International Theory
- Discipline: Political science
- Language: English
- Edited by: Claudia Aradau Catherine Lu David A. Welch

Publication details
- History: 2009–present
- Publisher: Cambridge University Press (United Kingdom)
- Frequency: Triannually
- Open access: Yes
- Impact factor: 3.3 (2022)

Standard abbreviations
- ISO 4: Int. Theory

Indexing
- ISSN: 1752-9719 (print) 1752-9727 (web)
- LCCN: 2009207508
- OCLC no.: 435529537

Links
- Journal homepage; Online access; All Issues;

= International Theory =

Academic journal

International Theory is an interdisciplinary peer-reviewed academic journal published triannually by Cambridge University Press, with the support of the David L. Boren College for International Studies at the University of Oklahoma, for promoting theoretical scholarship about the positive, legal, and normative aspects of world politics. The publishers state that it is intended as a forum where scholars can develop theoretical arguments in depth without an expectation of extensive empirical analysis. It was established in 2009 by Duncan Snidal and Alexander Wendt, and edited by them along with Christian Reus-Smit until March 2019. The current editors are Claudia Aradau (King's College London), Catherine Lu (McGill University), and David A. Welch (Balsillie School of International Affairs, University of Waterloo); the Associate Editor is Mark Raymond (University of Oklahoma).

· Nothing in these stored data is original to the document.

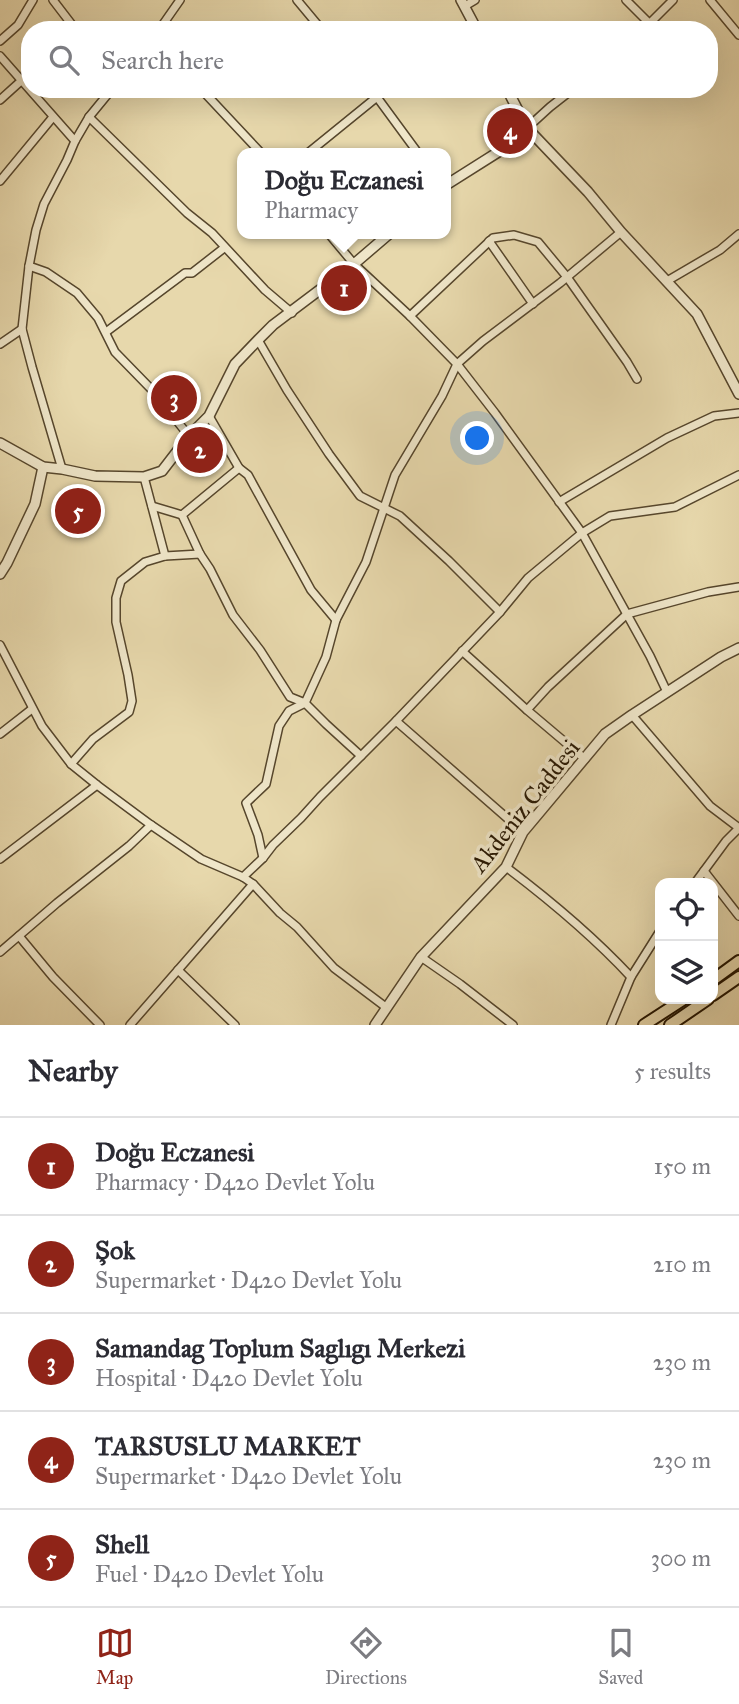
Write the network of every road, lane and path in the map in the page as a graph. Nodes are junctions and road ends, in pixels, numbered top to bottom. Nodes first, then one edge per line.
1 (33, 0) edge
2 (53, 0) edge
3 (180, 0) edge
4 (297, 0) edge
5 (475, 0) edge
6 (626, 0) edge
7 (673, 0) edge
8 (710, 0) edge
9 (463, 3) edge
10 (69, 21) edge
11 (165, 21) edge
12 (314, 21) edge
13 (472, 21) edge
14 (647, 21) edge
15 (651, 21) edge
16 (739, 35) edge
17 (0, 41) edge
18 (0, 56) edge
19 (21, 81) joint
20 (36, 98) edge
21 (105, 98) edge
22 (209, 98) edge
23 (376, 98) edge
24 (378, 98) edge
25 (512, 98) edge
26 (562, 98) edge
27 (0, 100) edge
28 (53, 117) junction
29 (89, 117) junction
30 (527, 128) junction
31 (75, 141) junction
32 (256, 148) edge
33 (314, 148) edge
34 (414, 148) edge
35 (0, 181) edge
36 (451, 182) edge
37 (621, 232) junction
38 (739, 234) edge
39 (333, 239) edge
40 (383, 239) edge
41 (489, 241) junction
42 (224, 248) junction
43 (354, 264) junction
44 (29, 266) junction
45 (567, 277) junction
46 (667, 281) junction
47 (533, 304) junction
48 (292, 313) junction
49 (410, 316) junction
50 (22, 329) junction
51 (106, 332) junction
52 (258, 340) junction
53 (0, 344) edge
54 (457, 364) junction
55 (636, 379) dead end
56 (739, 394) edge
57 (739, 413) edge
58 (209, 416) junction
59 (190, 436) junction
60 (0, 443) edge
61 (43, 467) junction
62 (239, 468) junction
63 (62, 469) junction
64 (739, 475) edge
65 (144, 477) junction
66 (558, 502) junction
67 (152, 506) junction
68 (384, 507) junction
69 (182, 515) junction
70 (582, 533) junction
71 (200, 554) junction
72 (165, 556) junction
73 (0, 574) edge
74 (739, 587) edge
75 (500, 612) junction
76 (627, 614) junction
77 (336, 620) junction
78 (0, 645) edge
79 (739, 648) edge
80 (462, 651) junction
81 (667, 692) junction
82 (305, 703) junction
83 (32, 709) junction
84 (527, 710) junction
85 (632, 715) junction
86 (397, 721) junction
87 (0, 734) edge
88 (361, 756) junction
89 (585, 759) junction
90 (71, 764) junction
91 (97, 785) junction
92 (151, 825) junction
93 (739, 828) edge
94 (523, 832) junction
95 (263, 858) junction
96 (0, 859) edge
97 (506, 867) junction
98 (704, 871) junction
99 (243, 877) junction
100 (699, 878) edge
101 (253, 884) junction
102 (739, 916) edge
103 (19, 936) junction
104 (655, 939) edge
105 (0, 952) edge
106 (421, 957) junction
107 (739, 961) edge
108 (178, 970) junction
109 (718, 976) edge
110 (631, 977) junction
111 (739, 977) edge
112 (718, 992) edge
113 (676, 1004) edge
114 (701, 1004) edge
115 (387, 1008) junction
116 (100, 1025) edge
117 (130, 1025) edge
118 (235, 1025) edge
119 (375, 1025) edge
120 (513, 1025) edge
121 (611, 1025) edge
122 (644, 1025) edge
123 (670, 1025) edge

1 - 17 street
2 - 10 street
3 - 11 street
4 - 12 street
5 - 9 street
6 - 14 street
7 - 15 street
8 - 16 street
9 - 13 street
18 - 19 street
19 - 27 street
20 - 28 street
21 - 29 street
22 - 32 street
23 - 33 street
24 - 34 street
25 - 30 street
26 - 30 street
28 - 31 street
28 - 35 street
29 - 31 street
29 - 42 street
30 - 36 street
30 - 37 street
31 - 44 street
37 - 45 street
37 - 46 street
38 - 46 street
39 - 43 street
40 - 43 street
41 - 45 street
41 - 47 street
41 - 49 street
42 - 48 street
42 - 51 street
43 - 48 street
43 - 49 street
44 - 50 street
44 - 51 street
45 - 47 street
45 - 55 street
46 - 56 street
47 - 54 street
48 - 52 street
49 - 54 street
50 - 53 street
50 - 63 street
51 - 59 street
52 - 58 street
52 - 68 street
54 - 66 street
54 - 68 street
57 - 66 street
58 - 59 street
58 - 62 street
59 - 65 street
60 - 61 street
61 - 63 street
61 - 73 street
62 - 69 street
62 - 77 street
63 - 65 street
64 - 70 street
65 - 67 street
66 - 70 street
67 - 69 street
67 - 72 street
68 - 75 street
68 - 77 street
69 - 71 street
70 - 75 street
70 - 76 street
71 - 72 street
71 - 82 street
72 - 90 street
74 - 76 street
75 - 80 street
76 - 81 street
76 - 84 street
77 - 82 street
78 - 83 street
79 - 81 street, Akdeniz Caddesi
80 - 84 street
80 - 86 street
81 - 85 street, Akdeniz Caddesi
82 - 88 street
82 - 95 street
83 - 87 street
83 - 90 street
84 - 89 street
85 - 89 street, Akdeniz Caddesi
85 - 93 street
86 - 88 street
86 - 94 street
88 - 95 street
89 - 94 street, Akdeniz Caddesi
90 - 91 street
91 - 92 street
91 - 96 street
92 - 99 street
92 - 103 street
93 - 98 street
94 - 97 street, Akdeniz Caddesi
95 - 99 street
97 - 106 street, Akdeniz Caddesi
97 - 110 street
98 - 100 street
98 - 102 street
99 - 101 street
101 - 108 street
101 - 115 street
103 - 105 street
103 - 116 street
104 - 110 street
106 - 115 street, Akdeniz Caddesi
106 - 120 street
107 - 109 main road
108 - 117 street
108 - 118 street
110 - 121 street
111 - 112 main road
113 - 122 main road
114 - 123 main road
115 - 119 street, Akdeniz Caddesi

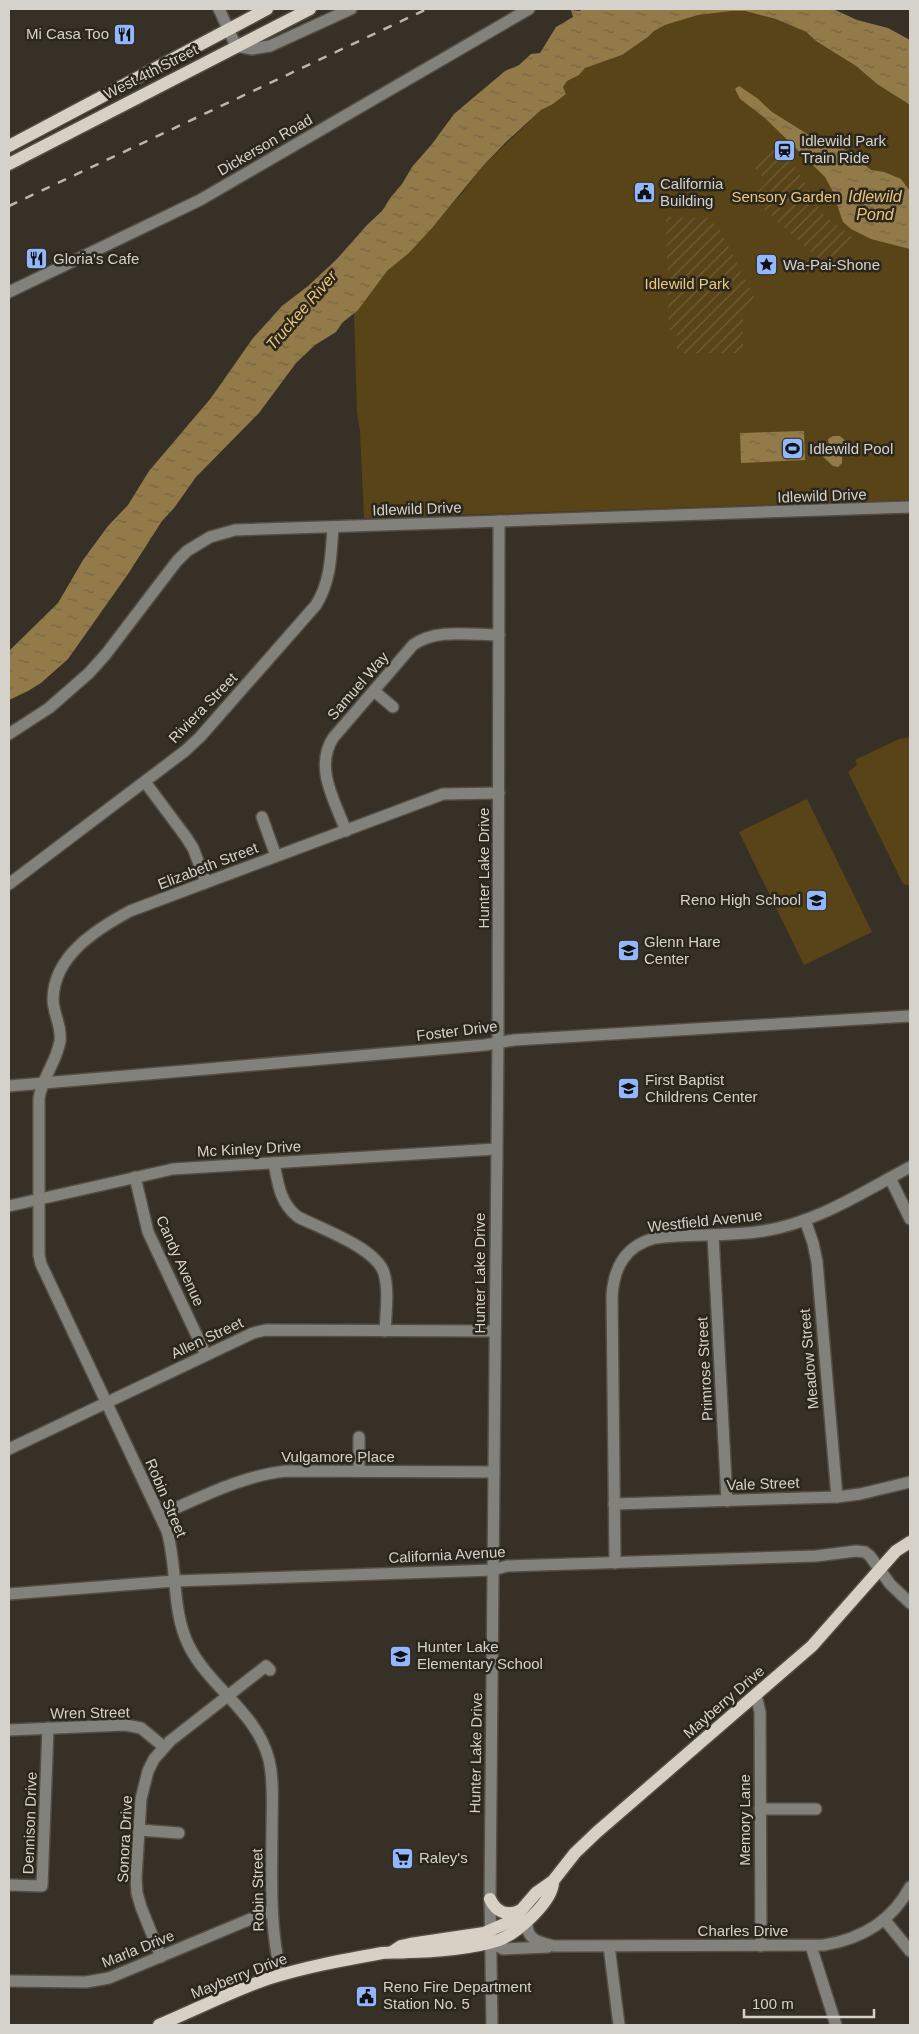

According to Journal Citation Reports, the journal has a 2022 2-year impact factor of 3.30, ranking it 38th out of 187 journals in the category "Political Science" and 16th out of 96 journals in the category "International Relations", and a 5-year impact factor of 3.1, placing it 51st of 186 and 21st of 95 in these two categories respectively.

International Theory is fully open access as of 6 September 2023.